“Dlaczego Żydzi nie wracają do Polski”

To tytuł tekstu Szewacha Weissa napisanego przy współpracy Adama Tycnera i zamieszczonego w najnowszym numerze “Do rzeczy” /nr 20/2013/.  Dawno nie widziałam tylu absurdów w jednym krótkim /na pół strony/ artykule.

Zaczyna się on całkiem sensownie.  Czytamy:

“Za kilka dni na otwarcie nowej ekspozycji w muzeum w Auschwitz przyjeżdza premier Izraela Benjamin Netaniahu. (…) W Izraelu nikt nie ma watpliwości, że Zagłady dokonali Niemcy (…) A jednak wsród wielu Żydów Polska nie cieszy się dobrą opinią.  Na polskich ziemiach zamordowno ponad 4 miliony Żydów.  Dla narodu żydowskiego Polska stała się ziemią przeklętą.”.

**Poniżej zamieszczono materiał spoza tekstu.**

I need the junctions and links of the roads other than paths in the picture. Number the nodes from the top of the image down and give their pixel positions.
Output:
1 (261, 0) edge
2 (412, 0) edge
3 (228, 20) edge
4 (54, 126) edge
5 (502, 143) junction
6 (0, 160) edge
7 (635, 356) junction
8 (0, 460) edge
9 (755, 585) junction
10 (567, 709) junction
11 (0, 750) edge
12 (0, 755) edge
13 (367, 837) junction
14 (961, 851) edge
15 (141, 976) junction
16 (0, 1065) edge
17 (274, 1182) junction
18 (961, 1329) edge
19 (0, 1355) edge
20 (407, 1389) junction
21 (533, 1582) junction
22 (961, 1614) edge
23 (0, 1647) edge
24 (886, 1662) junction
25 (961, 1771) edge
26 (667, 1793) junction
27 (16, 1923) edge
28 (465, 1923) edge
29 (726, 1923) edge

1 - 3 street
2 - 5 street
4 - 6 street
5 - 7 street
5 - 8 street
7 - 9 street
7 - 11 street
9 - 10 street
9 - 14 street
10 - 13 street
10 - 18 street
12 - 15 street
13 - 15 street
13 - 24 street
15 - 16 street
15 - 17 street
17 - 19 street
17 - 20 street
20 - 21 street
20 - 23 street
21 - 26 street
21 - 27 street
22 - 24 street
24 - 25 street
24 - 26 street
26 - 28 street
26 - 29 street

Już jednak dwa zdania dalej Szewach Weiss wysuwa pretensje pod adresem Polski: “Polska przez wiele dziesięcioleci nie zrobiła nic, by zmienić ten stan rzeczy.”  Dalej pojawiają się nawet kłamstwa:

“niemal wszystkie XX-wieczne fale migracji z Polski do Palestyny i Izraela były tak naprawdę ucieczkami.  Kilkadziesiąt tysiecy Żydów wyjechało z Polski po wprowadzeniu wymierzonych w nich reform premiera Grabskiego w 1924.  Po śmierci marszałka Piłsudskiego do Palestyny znów uciekło 150 tys. polskich Żydów, ktorzy nie mogli znieśc zagęszczajacej sie endeckiej atmosfery w kraju.”.

To wszystko nieprawda.  Reforma Grabskiego nie miała na celu gnębienia Żydów, tylko uzdrowienie finansów Polski.  Za sanacji endecja była spychana na margines, a niektórzy polscy narodowcy lądowali nawet w Berezie Kartuskiej.  Wzmożona emigracja do Palestyny była efektem agitacji żydowskich organizacji syjonistycznych, takich jak n.p. Betar.

Szewach Weiss ubolewa dalej na temat tego, że w Polsce żyje dziś wielokrotnie mniej Żydów niż w innych krajach europejskich.  Pisze:

“Dlaczego zatem nie ma Żydów w Polsce?  Polska jest wolnym, demokratycznym i rozwinietym krajem, a dla polskich elit i młodziezy antysemityzm to hańba.  A jednak Żydzi wciaż nie chcą tu wracać.”.

Na koniec swego tekstu Szewach Weiss rozwodzi się szeroko nad ewentualną rolą Muzeum Żydów polskich w poprawie stosunków polsko-zydowskich.  Absurdalność jego artykułu polega głównie na tym, iż zauważa on, że przyczyną opisywanego przez niego stanu rzeczy są urazy i uprzedzenia Żydów, a mimo to swe pretensje kieruje pod adresem współczesnej Polski i Polaków.  Jesli Żydzi NIE CHCĄ mieszkać w Polsce, to cóż możemy na to poradzić?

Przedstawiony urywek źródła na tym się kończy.